Afterhours Gioia e rivoluzione
2004 - MESCAL
Il fatto poi che gli Afterhours compaiano nel film di Guido Chiesa “Lavorare con lentezza”, recentemente presentato al Festival di Venezia, potrebbe indurre gli esponenti del partito avverso a convincersi delle loro maligne insinuazioni.
Invece la posizione degli Afterhours continua ad essere chiara e questo singolo contribuisce a renderla ancora più limpida, almeno per chi volesse davvero vederla: “Gioia e rivoluzione” rappresenta la volontà di partecipare ad una storia, che non è solo quella della canzone italiana.
I concetti di “gioia”, “rivoluzione”, “cinema” e eventualmente anche di “sinistra” suoneranno blasfemi forse a quello zoccolo duro ancora fermo ai vecchi Afterhours, ma sono perfettamente in linea con la maturazione della band, resa evidente con “Quello che non c’è”.
Basti pensare che nel film di Chiesa gli Afterhours interpretano la parte degli Area, ruolo quanto mai significativo sia dal punto di vista musicale che sociopolitico.

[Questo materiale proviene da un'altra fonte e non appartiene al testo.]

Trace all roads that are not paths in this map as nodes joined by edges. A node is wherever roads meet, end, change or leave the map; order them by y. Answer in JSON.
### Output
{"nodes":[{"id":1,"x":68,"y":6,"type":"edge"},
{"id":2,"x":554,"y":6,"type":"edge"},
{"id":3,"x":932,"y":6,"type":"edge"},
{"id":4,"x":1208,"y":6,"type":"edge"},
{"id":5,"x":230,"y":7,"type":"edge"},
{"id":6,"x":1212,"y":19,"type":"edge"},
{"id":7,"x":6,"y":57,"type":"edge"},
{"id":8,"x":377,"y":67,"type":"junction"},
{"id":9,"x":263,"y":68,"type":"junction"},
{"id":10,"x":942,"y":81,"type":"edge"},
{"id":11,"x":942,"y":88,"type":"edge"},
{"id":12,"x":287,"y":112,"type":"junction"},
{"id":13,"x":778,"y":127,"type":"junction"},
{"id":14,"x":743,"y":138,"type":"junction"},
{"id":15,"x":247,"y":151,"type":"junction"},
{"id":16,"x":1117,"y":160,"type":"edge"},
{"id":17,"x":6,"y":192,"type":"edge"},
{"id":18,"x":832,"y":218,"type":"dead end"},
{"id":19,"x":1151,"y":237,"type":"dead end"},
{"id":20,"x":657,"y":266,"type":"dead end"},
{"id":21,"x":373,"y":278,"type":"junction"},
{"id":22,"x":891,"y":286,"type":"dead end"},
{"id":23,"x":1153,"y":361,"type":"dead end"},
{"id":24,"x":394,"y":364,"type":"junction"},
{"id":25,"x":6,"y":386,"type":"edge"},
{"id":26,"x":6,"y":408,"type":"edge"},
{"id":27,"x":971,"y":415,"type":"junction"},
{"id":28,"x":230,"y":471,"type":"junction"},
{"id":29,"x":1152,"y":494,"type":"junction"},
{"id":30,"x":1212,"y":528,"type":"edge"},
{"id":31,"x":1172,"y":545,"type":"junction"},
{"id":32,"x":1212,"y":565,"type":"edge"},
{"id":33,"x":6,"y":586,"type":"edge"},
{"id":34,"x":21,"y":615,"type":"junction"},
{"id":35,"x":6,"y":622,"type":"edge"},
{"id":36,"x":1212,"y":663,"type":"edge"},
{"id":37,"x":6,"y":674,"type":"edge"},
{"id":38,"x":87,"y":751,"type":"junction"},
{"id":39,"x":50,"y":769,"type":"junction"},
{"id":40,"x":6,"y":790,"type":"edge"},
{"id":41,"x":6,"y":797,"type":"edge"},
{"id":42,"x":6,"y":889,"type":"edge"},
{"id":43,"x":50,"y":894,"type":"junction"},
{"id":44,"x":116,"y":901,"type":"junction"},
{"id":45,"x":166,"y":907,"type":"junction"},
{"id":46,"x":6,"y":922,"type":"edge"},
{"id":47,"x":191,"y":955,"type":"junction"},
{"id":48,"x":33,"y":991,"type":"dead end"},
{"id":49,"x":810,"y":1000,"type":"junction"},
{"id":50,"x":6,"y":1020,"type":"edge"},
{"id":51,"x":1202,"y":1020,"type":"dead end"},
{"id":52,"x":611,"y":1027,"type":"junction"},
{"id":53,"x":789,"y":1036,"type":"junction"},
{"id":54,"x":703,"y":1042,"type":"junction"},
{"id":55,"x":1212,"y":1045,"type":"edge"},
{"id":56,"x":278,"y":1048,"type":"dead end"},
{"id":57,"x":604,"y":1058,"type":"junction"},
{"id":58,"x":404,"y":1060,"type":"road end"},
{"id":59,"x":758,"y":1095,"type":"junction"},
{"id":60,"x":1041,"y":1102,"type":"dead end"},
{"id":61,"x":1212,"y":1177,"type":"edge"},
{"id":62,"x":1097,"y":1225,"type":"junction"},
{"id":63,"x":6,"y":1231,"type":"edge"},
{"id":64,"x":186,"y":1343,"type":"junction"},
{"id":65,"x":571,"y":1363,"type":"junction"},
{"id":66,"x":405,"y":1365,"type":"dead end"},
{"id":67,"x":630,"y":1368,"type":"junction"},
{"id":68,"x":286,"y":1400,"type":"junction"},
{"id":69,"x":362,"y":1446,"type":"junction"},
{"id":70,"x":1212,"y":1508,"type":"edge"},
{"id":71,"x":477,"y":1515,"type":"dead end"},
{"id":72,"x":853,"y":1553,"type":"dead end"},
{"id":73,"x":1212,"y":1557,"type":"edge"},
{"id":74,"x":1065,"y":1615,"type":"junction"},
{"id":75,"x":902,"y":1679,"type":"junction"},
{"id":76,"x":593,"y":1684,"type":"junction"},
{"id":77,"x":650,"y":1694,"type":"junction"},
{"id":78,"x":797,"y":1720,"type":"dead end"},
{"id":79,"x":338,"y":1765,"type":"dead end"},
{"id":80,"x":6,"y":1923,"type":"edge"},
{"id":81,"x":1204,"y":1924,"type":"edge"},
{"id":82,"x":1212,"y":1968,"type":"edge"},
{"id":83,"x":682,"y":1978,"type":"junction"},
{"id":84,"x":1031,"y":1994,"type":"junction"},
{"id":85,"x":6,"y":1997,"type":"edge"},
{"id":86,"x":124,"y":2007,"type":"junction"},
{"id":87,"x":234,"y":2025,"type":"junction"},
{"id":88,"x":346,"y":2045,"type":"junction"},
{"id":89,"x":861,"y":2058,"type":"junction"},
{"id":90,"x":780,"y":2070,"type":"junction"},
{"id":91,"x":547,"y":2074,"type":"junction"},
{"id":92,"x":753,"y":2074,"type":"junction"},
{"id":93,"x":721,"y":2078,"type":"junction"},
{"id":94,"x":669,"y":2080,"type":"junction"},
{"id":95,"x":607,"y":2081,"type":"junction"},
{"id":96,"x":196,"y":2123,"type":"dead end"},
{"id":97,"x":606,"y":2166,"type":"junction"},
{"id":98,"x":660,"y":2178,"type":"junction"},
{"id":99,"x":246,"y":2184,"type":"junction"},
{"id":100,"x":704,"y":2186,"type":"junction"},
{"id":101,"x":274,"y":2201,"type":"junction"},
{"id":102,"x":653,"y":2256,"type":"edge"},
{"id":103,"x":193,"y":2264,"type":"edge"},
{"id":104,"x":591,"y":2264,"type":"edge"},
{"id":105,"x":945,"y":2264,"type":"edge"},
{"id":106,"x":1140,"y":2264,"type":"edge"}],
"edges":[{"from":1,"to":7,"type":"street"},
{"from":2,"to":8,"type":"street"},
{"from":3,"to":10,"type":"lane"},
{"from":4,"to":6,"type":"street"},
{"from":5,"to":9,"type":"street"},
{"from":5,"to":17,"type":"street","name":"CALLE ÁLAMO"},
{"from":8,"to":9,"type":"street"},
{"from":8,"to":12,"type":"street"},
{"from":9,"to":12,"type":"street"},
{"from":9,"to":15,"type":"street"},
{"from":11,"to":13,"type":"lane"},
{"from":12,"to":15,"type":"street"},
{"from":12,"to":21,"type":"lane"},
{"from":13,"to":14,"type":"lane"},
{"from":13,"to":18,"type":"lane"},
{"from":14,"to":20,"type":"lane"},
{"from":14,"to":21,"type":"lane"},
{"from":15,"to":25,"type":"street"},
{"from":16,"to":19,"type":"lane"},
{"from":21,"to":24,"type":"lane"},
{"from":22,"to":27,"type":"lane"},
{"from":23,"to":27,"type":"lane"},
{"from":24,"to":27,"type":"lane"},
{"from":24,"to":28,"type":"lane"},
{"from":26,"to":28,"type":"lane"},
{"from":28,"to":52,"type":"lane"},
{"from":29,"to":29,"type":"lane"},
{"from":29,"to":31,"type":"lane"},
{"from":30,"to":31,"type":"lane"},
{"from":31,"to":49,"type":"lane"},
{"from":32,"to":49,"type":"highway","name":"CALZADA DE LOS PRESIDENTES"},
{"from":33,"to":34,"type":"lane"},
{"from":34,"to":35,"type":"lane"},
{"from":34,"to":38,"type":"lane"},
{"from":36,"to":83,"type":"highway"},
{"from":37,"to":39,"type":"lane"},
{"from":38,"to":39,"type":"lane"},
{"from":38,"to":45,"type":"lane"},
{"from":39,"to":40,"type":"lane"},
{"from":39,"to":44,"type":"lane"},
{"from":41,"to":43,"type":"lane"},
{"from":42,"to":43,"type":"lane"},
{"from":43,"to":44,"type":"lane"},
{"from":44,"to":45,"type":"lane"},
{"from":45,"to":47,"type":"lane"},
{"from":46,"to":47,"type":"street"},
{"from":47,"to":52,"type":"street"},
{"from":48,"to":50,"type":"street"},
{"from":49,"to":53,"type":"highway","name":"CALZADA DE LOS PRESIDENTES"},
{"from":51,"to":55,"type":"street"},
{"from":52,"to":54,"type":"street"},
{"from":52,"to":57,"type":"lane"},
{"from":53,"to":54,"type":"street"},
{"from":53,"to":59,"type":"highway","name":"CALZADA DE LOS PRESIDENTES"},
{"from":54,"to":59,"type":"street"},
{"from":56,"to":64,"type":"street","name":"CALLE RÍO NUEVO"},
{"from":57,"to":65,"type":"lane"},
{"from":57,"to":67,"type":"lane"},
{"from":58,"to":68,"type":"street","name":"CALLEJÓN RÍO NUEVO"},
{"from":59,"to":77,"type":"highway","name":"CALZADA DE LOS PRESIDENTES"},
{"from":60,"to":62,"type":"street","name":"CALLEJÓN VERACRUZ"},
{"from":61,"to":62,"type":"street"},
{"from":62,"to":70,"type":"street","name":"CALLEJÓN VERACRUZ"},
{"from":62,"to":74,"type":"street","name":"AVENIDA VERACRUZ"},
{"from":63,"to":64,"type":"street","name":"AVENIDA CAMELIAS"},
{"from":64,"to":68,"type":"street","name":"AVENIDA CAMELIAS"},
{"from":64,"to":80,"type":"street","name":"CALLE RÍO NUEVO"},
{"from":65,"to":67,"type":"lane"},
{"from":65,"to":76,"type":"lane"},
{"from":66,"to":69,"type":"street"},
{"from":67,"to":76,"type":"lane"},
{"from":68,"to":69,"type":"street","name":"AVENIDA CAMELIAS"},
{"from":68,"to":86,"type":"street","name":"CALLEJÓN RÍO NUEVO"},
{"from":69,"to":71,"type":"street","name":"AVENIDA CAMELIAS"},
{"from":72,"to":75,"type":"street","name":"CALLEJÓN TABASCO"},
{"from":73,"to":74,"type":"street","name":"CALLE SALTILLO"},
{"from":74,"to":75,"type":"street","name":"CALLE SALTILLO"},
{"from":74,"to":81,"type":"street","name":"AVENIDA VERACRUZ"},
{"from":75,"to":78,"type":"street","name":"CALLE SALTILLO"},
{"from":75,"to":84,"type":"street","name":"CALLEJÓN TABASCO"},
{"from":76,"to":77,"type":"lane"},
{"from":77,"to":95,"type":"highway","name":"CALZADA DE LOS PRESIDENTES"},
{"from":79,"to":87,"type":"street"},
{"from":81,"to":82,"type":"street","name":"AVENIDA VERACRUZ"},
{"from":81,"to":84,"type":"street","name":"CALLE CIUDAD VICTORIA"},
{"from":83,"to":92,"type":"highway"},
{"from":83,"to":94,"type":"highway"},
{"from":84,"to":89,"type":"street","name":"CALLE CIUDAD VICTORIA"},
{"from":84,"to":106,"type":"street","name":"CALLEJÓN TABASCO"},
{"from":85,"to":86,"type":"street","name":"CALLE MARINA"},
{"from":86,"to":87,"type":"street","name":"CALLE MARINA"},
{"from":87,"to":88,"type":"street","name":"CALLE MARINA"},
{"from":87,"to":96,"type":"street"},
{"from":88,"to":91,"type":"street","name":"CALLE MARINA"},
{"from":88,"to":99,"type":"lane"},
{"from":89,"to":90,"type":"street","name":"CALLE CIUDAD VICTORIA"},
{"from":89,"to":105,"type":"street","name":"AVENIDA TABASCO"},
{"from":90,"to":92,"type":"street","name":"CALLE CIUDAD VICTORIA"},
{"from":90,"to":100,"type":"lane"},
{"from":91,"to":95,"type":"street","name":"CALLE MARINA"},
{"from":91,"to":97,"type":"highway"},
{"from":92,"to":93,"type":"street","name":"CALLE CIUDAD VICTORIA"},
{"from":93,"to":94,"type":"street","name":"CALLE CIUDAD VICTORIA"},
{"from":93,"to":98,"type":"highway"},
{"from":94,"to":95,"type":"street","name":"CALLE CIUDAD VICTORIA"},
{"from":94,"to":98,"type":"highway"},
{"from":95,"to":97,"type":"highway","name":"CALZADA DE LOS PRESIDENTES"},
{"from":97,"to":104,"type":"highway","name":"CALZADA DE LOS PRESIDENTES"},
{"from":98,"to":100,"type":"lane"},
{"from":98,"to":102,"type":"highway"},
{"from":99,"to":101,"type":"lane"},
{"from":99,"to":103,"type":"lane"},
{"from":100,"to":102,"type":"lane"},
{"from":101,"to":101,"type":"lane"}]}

Canzone, coscienza e storia avrebbero potuto quindi essere i sottotitoli di questo singolo: le altrettante cover presentate sono delle pietre miliari della musica italiana, quella con la M maiuscola. Dagli Area a Fabrizio De Andrè a Ivano Fossati, i pezzi già fanno parte del repertorio della band, che li ha proposti più volte dal vivo e anche già pubblicati (“La canzone di Marinella” compariva sul tributo a De Andrè).
Pur non avendo ancora visto la pellicola di Chiesa, che sarà nelle sale ad ottobre, il ruolo sembra calzare agli Afterhours: le vicinanze col progressive sono più che altro ideali, ma Agnelli e compagni sono sempre stati affini allo spirito anarchico degli anni ’70. Non stona difatti nemmeno la cover con i nostri inseriti su uno sfondo dell’epoca e, anche se Agnelli non ha la voce di Demetrio Stratos (si sapeva), il pezzo si arrampica bene in entrambe le versioni.
La cover di De Andrè è invece ormai cosa nota per come gli Afterhours sono riusciti a recuperare l’atmosfera di una delle più scure canzoni d’amore italiane, percorrendola con un arrangiamento di basso e piano insinuato da sotto la melodia e trattenendo la chitarra elettrica dallo sfregiare il pezzo.
Qualche perplessità la lascia invece l’interpretazione de “La canzone popolare” di Fossati, resa in modo più “normale”, sostituendo la fisarmonica con la chitarra e portando solo nel finale qualcosa di proprio con un breve accenno tumultuoso.
“Gioia e rivoluzione” si presenta comunque come un CDS con un peso specifico non indifferente nel cammino degli Afterhours. Soprattutto se questi dovessero continuare sulla strada della canzone e riuscire ad aggiungere tasselli importanti a quella che, volenti o nolenti, è la storia italiana.